Encoding covers all encodings specified by WHATWG Encoding Standard and some more:

-   7-bit strict ASCII (`ascii`)

-   ArmSCII-8 (`armscii-8`)

-   UTF-8 (`utf-8`)

-   UTF-16 in little endian (`utf-16` or `utf-16le`) and big endian (`utf-16be`)

-   All single byte encoding in WHATWG Encoding Standard:

    -   IBM code page 866

    -   ISO 8859-{2,3,4,5,6,7,8,10,13,14,15,16}

    -   KOI8-R, KOI8-U

    -   MacRoman (`macintosh`), Macintosh Cyrillic encoding (`x-mac-cyrillic`)

    -   Windows code pages 874, 1250, 1251, 1252 (instead of ISO 8859-1), 1253,

        1254 (instead of ISO 8859-9), 1255, 1256, 1257, 1258

-   All multi byte encodings in WHATWG Encoding Standard:

    -   Windows code page 949 (`euc-kr`, since the strict EUC-KR is hardly used)

    -   EUC-JP and Windows code page 932 (`shift_jis`,

        since it's the most widespread extension to Shift_JIS)
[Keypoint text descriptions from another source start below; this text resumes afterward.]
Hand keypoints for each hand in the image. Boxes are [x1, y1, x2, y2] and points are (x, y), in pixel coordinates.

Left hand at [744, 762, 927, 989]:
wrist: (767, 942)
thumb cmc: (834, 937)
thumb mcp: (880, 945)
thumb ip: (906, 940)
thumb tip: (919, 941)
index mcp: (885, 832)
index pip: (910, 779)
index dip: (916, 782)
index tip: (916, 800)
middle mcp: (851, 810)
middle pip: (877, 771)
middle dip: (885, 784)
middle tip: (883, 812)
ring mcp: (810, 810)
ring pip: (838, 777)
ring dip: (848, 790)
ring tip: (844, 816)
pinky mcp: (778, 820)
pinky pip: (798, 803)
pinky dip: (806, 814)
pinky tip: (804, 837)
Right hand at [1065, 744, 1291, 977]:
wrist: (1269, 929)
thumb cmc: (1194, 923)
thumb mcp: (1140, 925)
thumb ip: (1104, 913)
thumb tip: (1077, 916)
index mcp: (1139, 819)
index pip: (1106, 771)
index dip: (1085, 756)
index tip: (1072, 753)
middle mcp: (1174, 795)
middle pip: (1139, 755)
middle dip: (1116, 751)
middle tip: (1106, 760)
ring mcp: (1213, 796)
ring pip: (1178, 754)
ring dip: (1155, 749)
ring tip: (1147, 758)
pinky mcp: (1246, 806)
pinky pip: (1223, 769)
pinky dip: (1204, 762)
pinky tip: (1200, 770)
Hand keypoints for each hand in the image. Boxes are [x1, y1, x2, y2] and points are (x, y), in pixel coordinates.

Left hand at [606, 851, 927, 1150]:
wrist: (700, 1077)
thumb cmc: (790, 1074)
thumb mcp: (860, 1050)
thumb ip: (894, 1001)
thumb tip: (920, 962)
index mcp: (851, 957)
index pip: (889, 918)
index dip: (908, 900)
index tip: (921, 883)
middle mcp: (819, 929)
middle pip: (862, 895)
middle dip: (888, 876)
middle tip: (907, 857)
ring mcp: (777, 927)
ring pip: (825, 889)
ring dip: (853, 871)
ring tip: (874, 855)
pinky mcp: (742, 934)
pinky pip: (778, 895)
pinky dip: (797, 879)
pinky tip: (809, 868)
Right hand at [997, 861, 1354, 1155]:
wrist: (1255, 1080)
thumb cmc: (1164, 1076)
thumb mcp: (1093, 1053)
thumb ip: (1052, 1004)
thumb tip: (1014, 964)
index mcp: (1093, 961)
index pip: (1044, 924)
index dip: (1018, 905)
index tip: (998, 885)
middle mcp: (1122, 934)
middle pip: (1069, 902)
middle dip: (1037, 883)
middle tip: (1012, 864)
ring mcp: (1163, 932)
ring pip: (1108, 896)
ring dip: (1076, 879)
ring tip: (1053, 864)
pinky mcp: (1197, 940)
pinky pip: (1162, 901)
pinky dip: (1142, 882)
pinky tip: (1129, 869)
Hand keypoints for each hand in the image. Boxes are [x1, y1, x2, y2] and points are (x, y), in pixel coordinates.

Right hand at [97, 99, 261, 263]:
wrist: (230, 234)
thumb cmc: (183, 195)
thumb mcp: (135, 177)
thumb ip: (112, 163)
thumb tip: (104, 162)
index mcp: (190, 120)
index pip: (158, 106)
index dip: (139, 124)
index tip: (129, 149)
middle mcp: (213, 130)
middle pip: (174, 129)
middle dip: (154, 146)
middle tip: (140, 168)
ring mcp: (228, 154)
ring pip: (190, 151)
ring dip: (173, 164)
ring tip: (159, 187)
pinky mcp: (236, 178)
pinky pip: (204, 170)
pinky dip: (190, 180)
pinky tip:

    -   ISO-2022-JP with asymmetric JIS X 0212 support

        (Note: this is not yet up to date to the current standard)

    -   GBK

    -   GB 18030

    -   Big5-2003 with HKSCS-2008 extensions

-   Encodings that were originally specified by WHATWG Encoding Standard:

    -   HZ

-   ISO 8859-1 (distinct from Windows code page 1252)

-   Code page 437 (`cp437`)

Parenthesized names refer to the encoding's primary name assigned by WHATWG Encoding Standard.

Many legacy character encodings lack the proper specification,

and even those that have a specification are highly dependent of the actual implementation.

Consequently one should be careful when picking a desired character encoding.

The only standards reliable in this regard are WHATWG Encoding Standard and

[vendor-provided mappings from the Unicode consortium](http://www.unicode.org/Public/MAPPINGS/).

Whenever in doubt, look at the source code and specifications for detailed explanations.